##### SUPPLIED INFORMATION #####

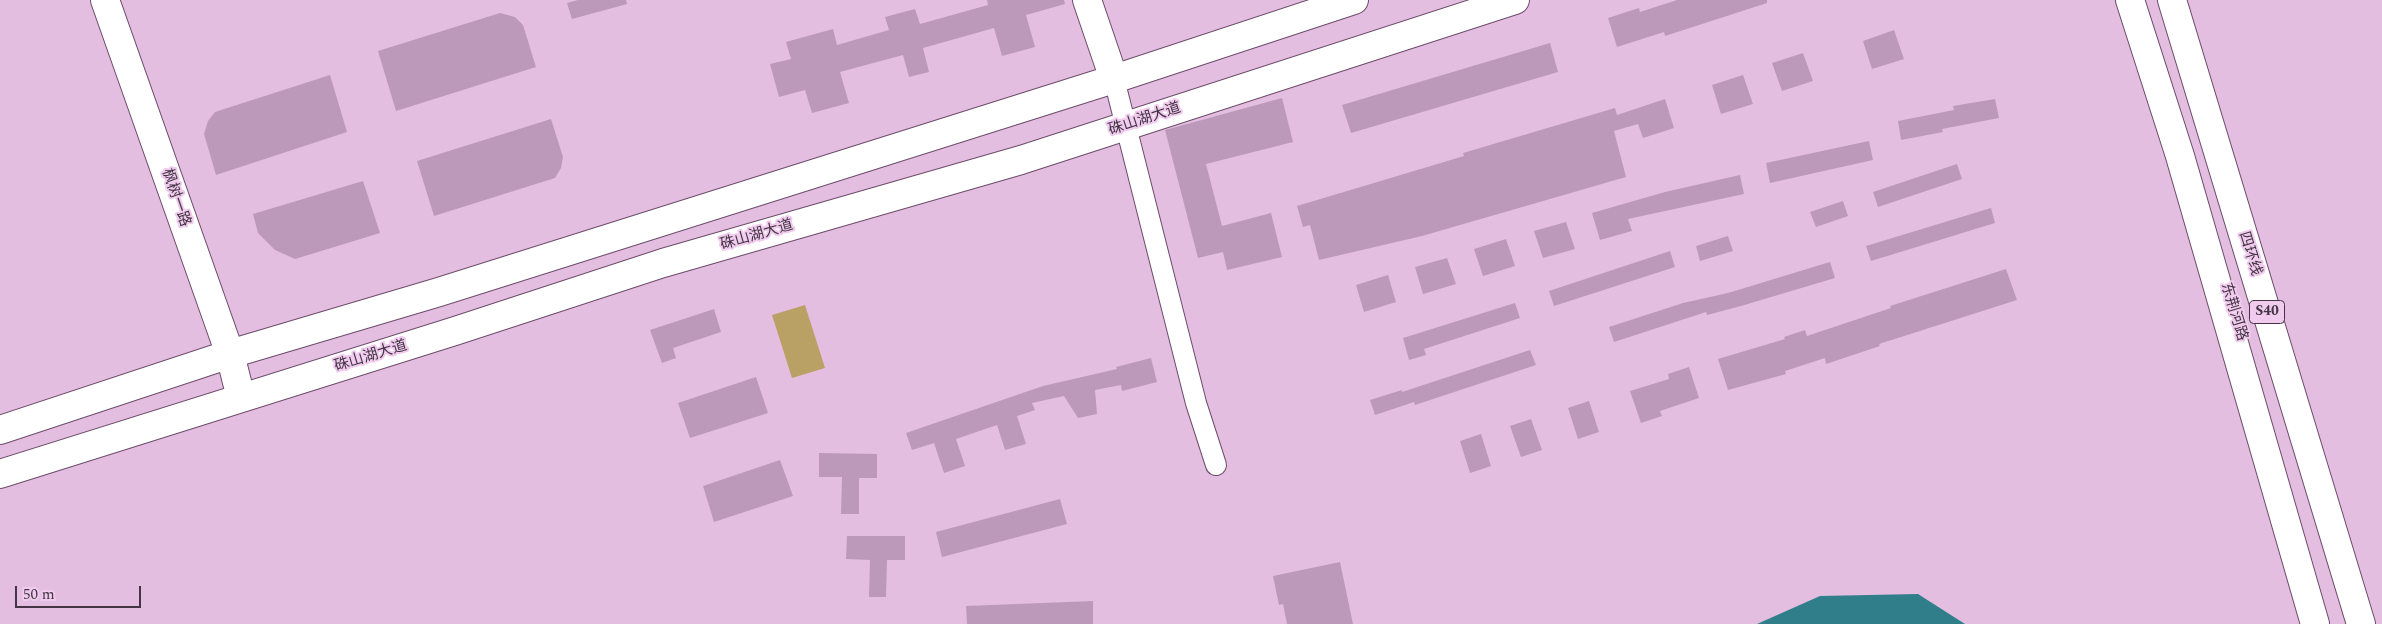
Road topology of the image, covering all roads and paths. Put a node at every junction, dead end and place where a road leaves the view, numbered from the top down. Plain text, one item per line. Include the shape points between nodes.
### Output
1 (106, 0) edge
2 (1088, 0) edge
3 (1354, 0) edge
4 (1515, 0) edge
5 (2130, 0) edge
6 (2140, 0) edge
7 (2172, 0) edge
8 (1114, 79) junction
9 (1126, 126) junction
10 (230, 354) junction
11 (241, 398) junction
12 (0, 430) edge
13 (1216, 465) dead end
14 (0, 474) edge
15 (2316, 624) edge
16 (2326, 624) edge
17 (2361, 624) edge

1 - 10 main road, 枫树一路
2 - 8 main road
3 - 8 main road
4 - 9 main road, 硃山湖大道
5 - 15 main road, S40 via 2180,156
6 - 16 main road, 东荆河路
7 - 17 main road, 四环线 / S40
8 - 9 street
8 - 10 main road via 439,292
9 - 11 main road, 硃山湖大道 via 1021,160 663,263
9 - 13 street via 1196,403
10 - 11 main road, 枫树一路
10 - 12 main road
11 - 14 main road, 硃山湖大道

#####

# WHAT YOU ARE ASKED TO DO
For your answer, write out the data exactly and drop every picture.

# WRITTEN SOLUTION
Road topology of the image, covering all roads and paths. Put a node at every junction, dead end and place where a road leaves the view, numbered from the top down. Plain text, one item per line. Include the shape points between nodes.
### Output
1 (106, 0) edge
2 (1088, 0) edge
3 (1354, 0) edge
4 (1515, 0) edge
5 (2130, 0) edge
6 (2140, 0) edge
7 (2172, 0) edge
8 (1114, 79) junction
9 (1126, 126) junction
10 (230, 354) junction
11 (241, 398) junction
12 (0, 430) edge
13 (1216, 465) dead end
14 (0, 474) edge
15 (2316, 624) edge
16 (2326, 624) edge
17 (2361, 624) edge

1 - 10 main road, 枫树一路
2 - 8 main road
3 - 8 main road
4 - 9 main road, 硃山湖大道
5 - 15 main road, S40 via 2180,156
6 - 16 main road, 东荆河路
7 - 17 main road, 四环线 / S40
8 - 9 street
8 - 10 main road via 439,292
9 - 11 main road, 硃山湖大道 via 1021,160 663,263
9 - 13 street via 1196,403
10 - 11 main road, 枫树一路
10 - 12 main road
11 - 14 main road, 硃山湖大道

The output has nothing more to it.